I'm following the tutorial to retrain the inception model adapted to my own problem. I have about 50 000 images in around 100 folders / categories.
Running this
bazel build tensorflow/examples/image_retraining:retrain
bazel-bin/tensorflow/examples/image_retraining/retrain --image_dir /path/to/root_folder_name
on Amazon EC2 g2.2xlarge I was hoping that the full process would be quite fast (faster than on my laptop) but the bottleneck files creation takes a long time. Assuming it's already been 2 hours and only 800 files have been created, I will need more than 5 days (!!) to just create the files...
Is it supposed to be faster than this rythm ( ~ 400 bottleneck files created / hour) because of the GPU ?

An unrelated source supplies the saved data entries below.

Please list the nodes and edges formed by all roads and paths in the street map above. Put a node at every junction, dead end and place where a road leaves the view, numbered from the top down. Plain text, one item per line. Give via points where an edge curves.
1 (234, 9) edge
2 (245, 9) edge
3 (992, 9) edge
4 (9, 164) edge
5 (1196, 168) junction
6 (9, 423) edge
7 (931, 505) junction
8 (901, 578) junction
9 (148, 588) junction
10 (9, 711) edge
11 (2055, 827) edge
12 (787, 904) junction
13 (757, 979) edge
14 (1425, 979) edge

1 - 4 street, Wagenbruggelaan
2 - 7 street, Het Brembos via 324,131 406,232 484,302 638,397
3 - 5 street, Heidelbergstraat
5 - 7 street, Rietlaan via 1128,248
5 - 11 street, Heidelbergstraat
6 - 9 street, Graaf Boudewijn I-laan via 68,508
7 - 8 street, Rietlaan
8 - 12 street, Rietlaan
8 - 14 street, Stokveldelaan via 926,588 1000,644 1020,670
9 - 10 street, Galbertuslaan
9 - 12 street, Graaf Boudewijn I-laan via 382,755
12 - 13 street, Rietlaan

How could I make the process faster ?
Finally found the answer to my question.
Bazel was working without GPU support. To solve this, I modified files regarding these issues :
and ran
TF_UNOFFICIAL_SETTING=1 ./configure
bazel build -c opt --config=cuda tensorflow/examples/image_retraining:retrain --verbose_failures
bazel-bin/tensorflow/examples/image_retraining/retrain --image_dir ~/Images/
At the end of the day, the process was a lot faster (500 images / second) and the training itself was also done with the GPU !